Task goal. A word-for-word repeat of the records below is what this calls for.
□ □ □ □ □
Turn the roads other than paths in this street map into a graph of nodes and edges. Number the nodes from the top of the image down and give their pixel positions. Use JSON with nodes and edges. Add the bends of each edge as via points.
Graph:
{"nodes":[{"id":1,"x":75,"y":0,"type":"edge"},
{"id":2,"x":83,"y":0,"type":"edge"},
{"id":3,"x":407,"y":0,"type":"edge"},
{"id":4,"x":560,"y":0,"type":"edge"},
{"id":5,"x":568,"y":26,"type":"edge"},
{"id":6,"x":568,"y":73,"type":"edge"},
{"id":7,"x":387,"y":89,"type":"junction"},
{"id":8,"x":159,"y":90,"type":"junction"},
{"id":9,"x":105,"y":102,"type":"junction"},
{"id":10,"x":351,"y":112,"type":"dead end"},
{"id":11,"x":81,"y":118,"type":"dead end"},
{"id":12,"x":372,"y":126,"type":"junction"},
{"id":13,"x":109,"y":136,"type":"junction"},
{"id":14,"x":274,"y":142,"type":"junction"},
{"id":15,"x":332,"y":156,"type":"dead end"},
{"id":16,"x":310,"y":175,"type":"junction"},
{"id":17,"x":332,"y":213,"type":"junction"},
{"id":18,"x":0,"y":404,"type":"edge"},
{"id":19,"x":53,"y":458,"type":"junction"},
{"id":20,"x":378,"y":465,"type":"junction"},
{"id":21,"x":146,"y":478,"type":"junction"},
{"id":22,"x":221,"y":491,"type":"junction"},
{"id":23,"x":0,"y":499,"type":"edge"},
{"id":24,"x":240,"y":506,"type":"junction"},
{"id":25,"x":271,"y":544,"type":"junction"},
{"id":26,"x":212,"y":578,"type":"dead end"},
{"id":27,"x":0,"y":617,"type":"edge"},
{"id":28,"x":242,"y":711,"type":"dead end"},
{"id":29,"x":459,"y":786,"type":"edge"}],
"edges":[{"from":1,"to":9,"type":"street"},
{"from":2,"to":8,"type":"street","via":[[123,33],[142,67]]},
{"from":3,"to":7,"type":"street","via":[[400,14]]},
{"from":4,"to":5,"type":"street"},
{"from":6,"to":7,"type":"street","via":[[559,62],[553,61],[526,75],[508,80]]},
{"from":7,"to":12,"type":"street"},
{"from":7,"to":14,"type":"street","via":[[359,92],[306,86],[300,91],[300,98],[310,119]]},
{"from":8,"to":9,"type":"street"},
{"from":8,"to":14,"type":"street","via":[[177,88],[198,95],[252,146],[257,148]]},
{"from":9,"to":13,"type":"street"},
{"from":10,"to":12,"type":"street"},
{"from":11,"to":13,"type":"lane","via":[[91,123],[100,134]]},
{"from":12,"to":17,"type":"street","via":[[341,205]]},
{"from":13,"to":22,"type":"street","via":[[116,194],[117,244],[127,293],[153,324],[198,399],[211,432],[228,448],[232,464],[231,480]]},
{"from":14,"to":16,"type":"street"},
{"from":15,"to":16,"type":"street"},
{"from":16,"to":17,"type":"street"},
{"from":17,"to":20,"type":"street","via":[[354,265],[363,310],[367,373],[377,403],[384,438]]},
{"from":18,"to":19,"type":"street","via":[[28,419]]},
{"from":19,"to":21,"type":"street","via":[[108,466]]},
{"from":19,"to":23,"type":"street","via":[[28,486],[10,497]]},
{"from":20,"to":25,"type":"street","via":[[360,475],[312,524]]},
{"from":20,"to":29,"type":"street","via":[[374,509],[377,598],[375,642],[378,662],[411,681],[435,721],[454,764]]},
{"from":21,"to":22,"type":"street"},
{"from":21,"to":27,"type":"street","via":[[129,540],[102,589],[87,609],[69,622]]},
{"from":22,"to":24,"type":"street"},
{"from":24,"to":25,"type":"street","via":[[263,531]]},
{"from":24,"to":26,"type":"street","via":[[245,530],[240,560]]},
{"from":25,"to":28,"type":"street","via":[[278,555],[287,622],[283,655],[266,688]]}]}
□ □ □ □ □
Output of the exercise.
Turn the roads other than paths in this street map into a graph of nodes and edges. Number the nodes from the top of the image down and give their pixel positions. Use JSON with nodes and edges. Add the bends of each edge as via points.
Graph:
{"nodes":[{"id":1,"x":75,"y":0,"type":"edge"},
{"id":2,"x":83,"y":0,"type":"edge"},
{"id":3,"x":407,"y":0,"type":"edge"},
{"id":4,"x":560,"y":0,"type":"edge"},
{"id":5,"x":568,"y":26,"type":"edge"},
{"id":6,"x":568,"y":73,"type":"edge"},
{"id":7,"x":387,"y":89,"type":"junction"},
{"id":8,"x":159,"y":90,"type":"junction"},
{"id":9,"x":105,"y":102,"type":"junction"},
{"id":10,"x":351,"y":112,"type":"dead end"},
{"id":11,"x":81,"y":118,"type":"dead end"},
{"id":12,"x":372,"y":126,"type":"junction"},
{"id":13,"x":109,"y":136,"type":"junction"},
{"id":14,"x":274,"y":142,"type":"junction"},
{"id":15,"x":332,"y":156,"type":"dead end"},
{"id":16,"x":310,"y":175,"type":"junction"},
{"id":17,"x":332,"y":213,"type":"junction"},
{"id":18,"x":0,"y":404,"type":"edge"},
{"id":19,"x":53,"y":458,"type":"junction"},
{"id":20,"x":378,"y":465,"type":"junction"},
{"id":21,"x":146,"y":478,"type":"junction"},
{"id":22,"x":221,"y":491,"type":"junction"},
{"id":23,"x":0,"y":499,"type":"edge"},
{"id":24,"x":240,"y":506,"type":"junction"},
{"id":25,"x":271,"y":544,"type":"junction"},
{"id":26,"x":212,"y":578,"type":"dead end"},
{"id":27,"x":0,"y":617,"type":"edge"},
{"id":28,"x":242,"y":711,"type":"dead end"},
{"id":29,"x":459,"y":786,"type":"edge"}],
"edges":[{"from":1,"to":9,"type":"street"},
{"from":2,"to":8,"type":"street","via":[[123,33],[142,67]]},
{"from":3,"to":7,"type":"street","via":[[400,14]]},
{"from":4,"to":5,"type":"street"},
{"from":6,"to":7,"type":"street","via":[[559,62],[553,61],[526,75],[508,80]]},
{"from":7,"to":12,"type":"street"},
{"from":7,"to":14,"type":"street","via":[[359,92],[306,86],[300,91],[300,98],[310,119]]},
{"from":8,"to":9,"type":"street"},
{"from":8,"to":14,"type":"street","via":[[177,88],[198,95],[252,146],[257,148]]},
{"from":9,"to":13,"type":"street"},
{"from":10,"to":12,"type":"street"},
{"from":11,"to":13,"type":"lane","via":[[91,123],[100,134]]},
{"from":12,"to":17,"type":"street","via":[[341,205]]},
{"from":13,"to":22,"type":"street","via":[[116,194],[117,244],[127,293],[153,324],[198,399],[211,432],[228,448],[232,464],[231,480]]},
{"from":14,"to":16,"type":"street"},
{"from":15,"to":16,"type":"street"},
{"from":16,"to":17,"type":"street"},
{"from":17,"to":20,"type":"street","via":[[354,265],[363,310],[367,373],[377,403],[384,438]]},
{"from":18,"to":19,"type":"street","via":[[28,419]]},
{"from":19,"to":21,"type":"street","via":[[108,466]]},
{"from":19,"to":23,"type":"street","via":[[28,486],[10,497]]},
{"from":20,"to":25,"type":"street","via":[[360,475],[312,524]]},
{"from":20,"to":29,"type":"street","via":[[374,509],[377,598],[375,642],[378,662],[411,681],[435,721],[454,764]]},
{"from":21,"to":22,"type":"street"},
{"from":21,"to":27,"type":"street","via":[[129,540],[102,589],[87,609],[69,622]]},
{"from":22,"to":24,"type":"street"},
{"from":24,"to":25,"type":"street","via":[[263,531]]},
{"from":24,"to":26,"type":"street","via":[[245,530],[240,560]]},
{"from":25,"to":28,"type":"street","via":[[278,555],[287,622],[283,655],[266,688]]}]}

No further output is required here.